The story is about the Lutz family and their newly purchased home in New York; A neighborhood dubbed Amityville. The family — a husband, wife, and their three children — struck one hell of a bargain when coming across this house. For what they were getting, the price tag must have seemed too good to be true. In the end, it likely was, since they only lasted some twenty-eight days there.

Once moving in, the family began to be plagued by countless supernatural phenomena. From standard doors slamming, music playing, and property damage to green ooze, secret rooms, and nightmares. These nightmares supposedly played out the DeFeo Murders that had taken place in the house just thirteen months before the Lutz family bought it.

These murders consisted of Ronald DeFeo, Jr killing six members of his family. Check out some of the details in the link, the murders themselves seem shrouded in mystery (though, I'm expecting those familiar with Amityville know of this account). These murders are the basis of which the supernatural occurrences are blamed. The Lutz family had paranormal investigators come out to their property, as well as priests for blessings.

Eventually the family moved from the property, leaving behind their belongings. There are rumors that incidents followed along with them for a period of time before eventually stopping. The events that transpired eventually lead to books, movies, and other commercial endeavors being made. There are many criticisms about the Amityville House/Horror events, but remaining members of the family hold to them as being accurate/true.

The kicker to me is that the family was told about the previous murders in the house. I don’t care how much of a bargain the price tag given on a house is, if a place has a history like that I am saying Hell-to-the-No! An ex of mine expressed a strong desire to own a house with a barn-like front. I guess from my researching here they are called Dutch Colonials? Every time I see a house of this style I can’t help but think of this haunting. Thanks, but no thanks.

These are some trailers of upcoming movies that got me to thinking about this case:

My Amityville Horror:

The Conjuring:

 

Let Me Tell You a Story

Those trailers and talking to a friend about her and a friend’s paranormal encounters inspired me to make this entry about hauntings. I didn’t expect to talk so much about the Amityville House, and honestly I cut it down a ton. I’d like to describe some of the going-ons my family and I experienced while living in the town of Stanchfield, MN.
Even back in the day I was elusive to the camera.

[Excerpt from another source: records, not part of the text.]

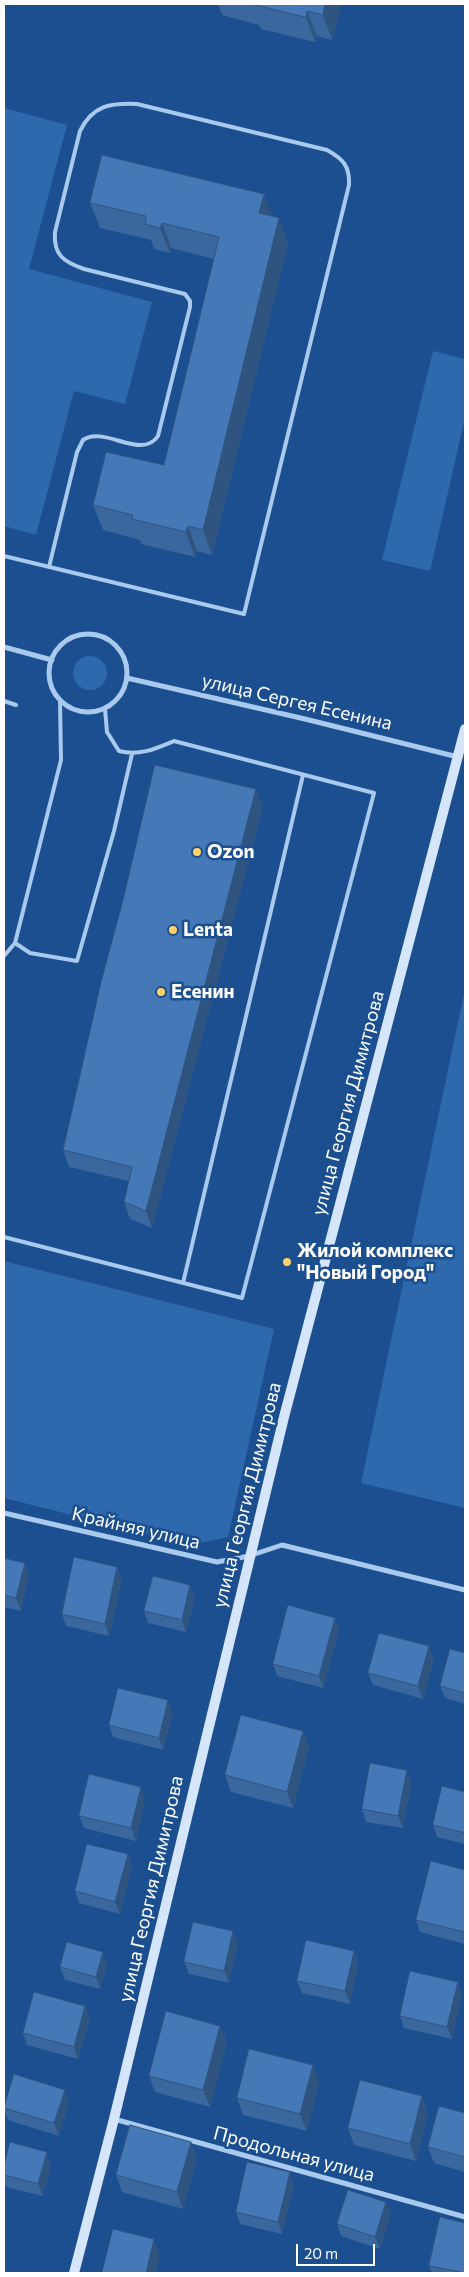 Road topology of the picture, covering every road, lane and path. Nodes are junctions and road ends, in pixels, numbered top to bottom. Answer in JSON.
{"nodes":[{"id":1,"x":4,"y":556,"type":"edge"},
{"id":2,"x":49,"y":566,"type":"junction"},
{"id":3,"x":4,"y":647,"type":"edge"},
{"id":4,"x":52,"y":660,"type":"junction"},
{"id":5,"x":127,"y":678,"type":"junction"},
{"id":6,"x":60,"y":700,"type":"junction"},
{"id":7,"x":4,"y":701,"type":"edge"},
{"id":8,"x":16,"y":705,"type":"dead end"},
{"id":9,"x":105,"y":708,"type":"junction"},
{"id":10,"x":465,"y":729,"type":"edge"},
{"id":11,"x":132,"y":754,"type":"junction"},
{"id":12,"x":459,"y":757,"type":"junction"},
{"id":13,"x":302,"y":775,"type":"junction"},
{"id":14,"x":15,"y":943,"type":"junction"},
{"id":15,"x":4,"y":956,"type":"edge"},
{"id":16,"x":4,"y":1237,"type":"edge"},
{"id":17,"x":183,"y":1283,"type":"junction"},
{"id":18,"x":4,"y":1513,"type":"edge"},
{"id":19,"x":249,"y":1556,"type":"junction"},
{"id":20,"x":465,"y":1590,"type":"edge"},
{"id":21,"x":114,"y":2120,"type":"junction"},
{"id":22,"x":465,"y":2217,"type":"edge"},
{"id":23,"x":74,"y":2273,"type":"edge"}],
"edges":[{"from":1,"to":2,"type":"lane"},
{"from":2,"to":2,"type":"lane"},
{"from":3,"to":4,"type":"street"},
{"from":4,"to":5,"type":"street"},
{"from":4,"to":6,"type":"street"},
{"from":5,"to":9,"type":"street"},
{"from":5,"to":12,"type":"street","name":"улица Сергея Есенина"},
{"from":6,"to":9,"type":"street"},
{"from":6,"to":14,"type":"lane"},
{"from":7,"to":8,"type":"lane"},
{"from":9,"to":11,"type":"lane"},
{"from":10,"to":12,"type":"street","name":"улица Георгия Димитрова"},
{"from":11,"to":13,"type":"lane"},
{"from":11,"to":14,"type":"lane"},
{"from":12,"to":19,"type":"street","name":"улица Георгия Димитрова"},
{"from":13,"to":17,"type":"lane"},
{"from":13,"to":17,"type":"lane"},
{"from":14,"to":15,"type":"lane"},
{"from":16,"to":17,"type":"lane"},
{"from":18,"to":19,"type":"street","name":"Крайняя улица"},
{"from":19,"to":20,"type":"street","name":"Крайняя улица"},
{"from":19,"to":21,"type":"street","name":"улица Георгия Димитрова"},
{"from":21,"to":22,"type":"street","name":"Продольная улица"},
{"from":21,"to":23,"type":"street","name":"улица Георгия Димитрова"}]} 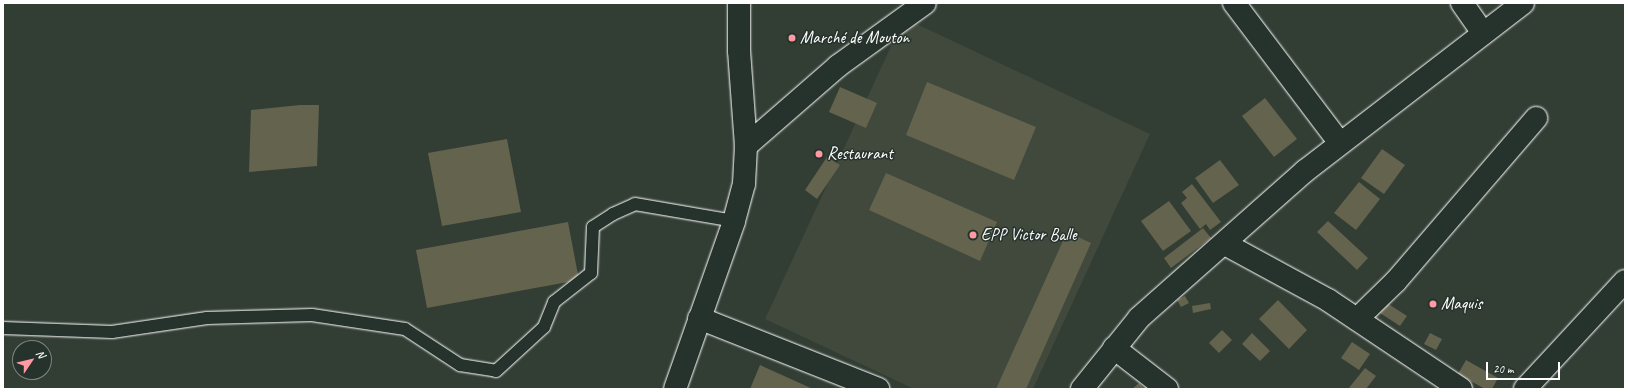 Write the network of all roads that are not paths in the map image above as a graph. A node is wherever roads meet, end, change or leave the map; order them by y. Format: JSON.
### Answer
{"nodes":[{"id":1,"x":739,"y":3,"type":"edge"},
{"id":2,"x":925,"y":3,"type":"edge"},
{"id":3,"x":1234,"y":3,"type":"edge"},
{"id":4,"x":1462,"y":3,"type":"edge"},
{"id":5,"x":1523,"y":3,"type":"edge"},
{"id":6,"x":1483,"y":33,"type":"junction"},
{"id":7,"x":1536,"y":118,"type":"dead end"},
{"id":8,"x":1339,"y":142,"type":"junction"},
{"id":9,"x":746,"y":146,"type":"junction"},
{"id":10,"x":734,"y":220,"type":"junction"},
{"id":11,"x":1225,"y":244,"type":"junction"},
{"id":12,"x":1625,"y":281,"type":"edge"},
{"id":13,"x":700,"y":318,"type":"junction"},
{"id":14,"x":1357,"y":319,"type":"junction"},
{"id":15,"x":3,"y":328,"type":"edge"},
{"id":16,"x":1114,"y":348,"type":"junction"},
{"id":17,"x":675,"y":389,"type":"edge"},
{"id":18,"x":878,"y":389,"type":"edge"},
{"id":19,"x":1082,"y":389,"type":"edge"},
{"id":20,"x":1167,"y":389,"type":"edge"},
{"id":21,"x":1461,"y":389,"type":"edge"},
{"id":22,"x":1525,"y":389,"type":"edge"}],
"edges":[{"from":1,"to":9,"type":"street"},
{"from":2,"to":9,"type":"street"},
{"from":3,"to":8,"type":"street"},
{"from":4,"to":6,"type":"street"},
{"from":5,"to":6,"type":"street"},
{"from":6,"to":8,"type":"street"},
{"from":7,"to":14,"type":"street"},
{"from":8,"to":11,"type":"street"},
{"from":9,"to":10,"type":"street"},
{"from":10,"to":13,"type":"street"},
{"from":10,"to":15,"type":"lane"},
{"from":11,"to":14,"type":"street"},
{"from":11,"to":16,"type":"street"},
{"from":12,"to":22,"type":"street"},
{"from":13,"to":17,"type":"street"},
{"from":13,"to":18,"type":"street"},
{"from":14,"to":21,"type":"street"},
{"from":16,"to":19,"type":"street"},
{"from":16,"to":20,"type":"street"}]}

I lived in this house for most of my childhood; from third grade through graduation. I am absent in the picture for some reason, but my brothers; aunt; uncle; and some others are in it. The house was previously owned by the Bieses (spelling uncertain after so long). They eventually bought a larger property just down the road from this previous location.

In the picture you can see the indent, where the door is located. That whole section from there to the balcony was all added on by the previous owners. I believe our doorway leading from one of the living rooms to the kitchen was where the original doorway to the house was. They added a lot to the house. During these additions, supposedly the Bieses experienced some lesser paranormal activity. Things such as doors/cabinets opening, closing, and locking. Furniture and/or belongings being moved/shifted.

I think about the Lutz, and can’t help but think my mother and (ex?) step-father were likely told these things before moving in. Maybe it was one heck of a deal? Perhaps money points make all the difference. Anyway, some history of the house (trying to recollect from memory and mind you never confirming anything - so all hearsay/rumor, but adds to the flavor I guess): a murder, a suicide, and a funeral and/or wake service held inside the house for a baby (which I guess was common practice sometimes back in the day?). I have no idea; just know it involved the dead within the house.

I wish I had a picture of the gnarled, horrific creation of a tree existing just outside the front porch. It always creeped me out, and supposedly that is where the suicide occurred. This didn’t stop me from climbing and playing on the damn thing. Kids can be so fucken stupid.

Anyway, a handful of us experienced some activity in the house, and I remember specifically telling my mother I felt that the house, or something associated with it, was evil/negative. This was in the midst of a lot of family strife mainly existing between our mother and ex step-father and us children and ex step-father. I won’t go into much detail about that here. I just blamed the house for a lot of those incidents.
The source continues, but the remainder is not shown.